People photos with keypoints:
------------------------------------------------------------

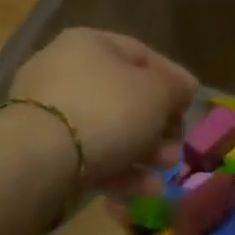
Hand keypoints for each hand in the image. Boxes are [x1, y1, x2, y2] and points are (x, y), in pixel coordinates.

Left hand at [9, 29, 197, 192]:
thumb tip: (182, 89)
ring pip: (110, 131)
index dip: (173, 80)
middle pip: (126, 97)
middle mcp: (65, 71)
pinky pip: (90, 157)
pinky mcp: (43, 152)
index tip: (192, 106)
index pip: (142, 55)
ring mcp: (50, 113)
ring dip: (144, 153)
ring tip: (164, 173)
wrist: (42, 159)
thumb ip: (175, 88)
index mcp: (90, 44)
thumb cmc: (108, 110)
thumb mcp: (157, 92)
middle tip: (176, 148)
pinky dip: (119, 172)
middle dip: (159, 126)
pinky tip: (144, 190)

------------------------------------------------------------

▸ **Task objective**
The answer must be the line containing "index mcp: (90, 44)" and every line after it to the end of the data, exactly as written.

▸ **Exercise output**
index mcp: (90, 44)
thumb cmc: (108, 110)
thumb mcp: (157, 92)
middle tip: (176, 148)
pinky dip: (119, 172)
middle dip: (159, 126)
pinky tip: (144, 190)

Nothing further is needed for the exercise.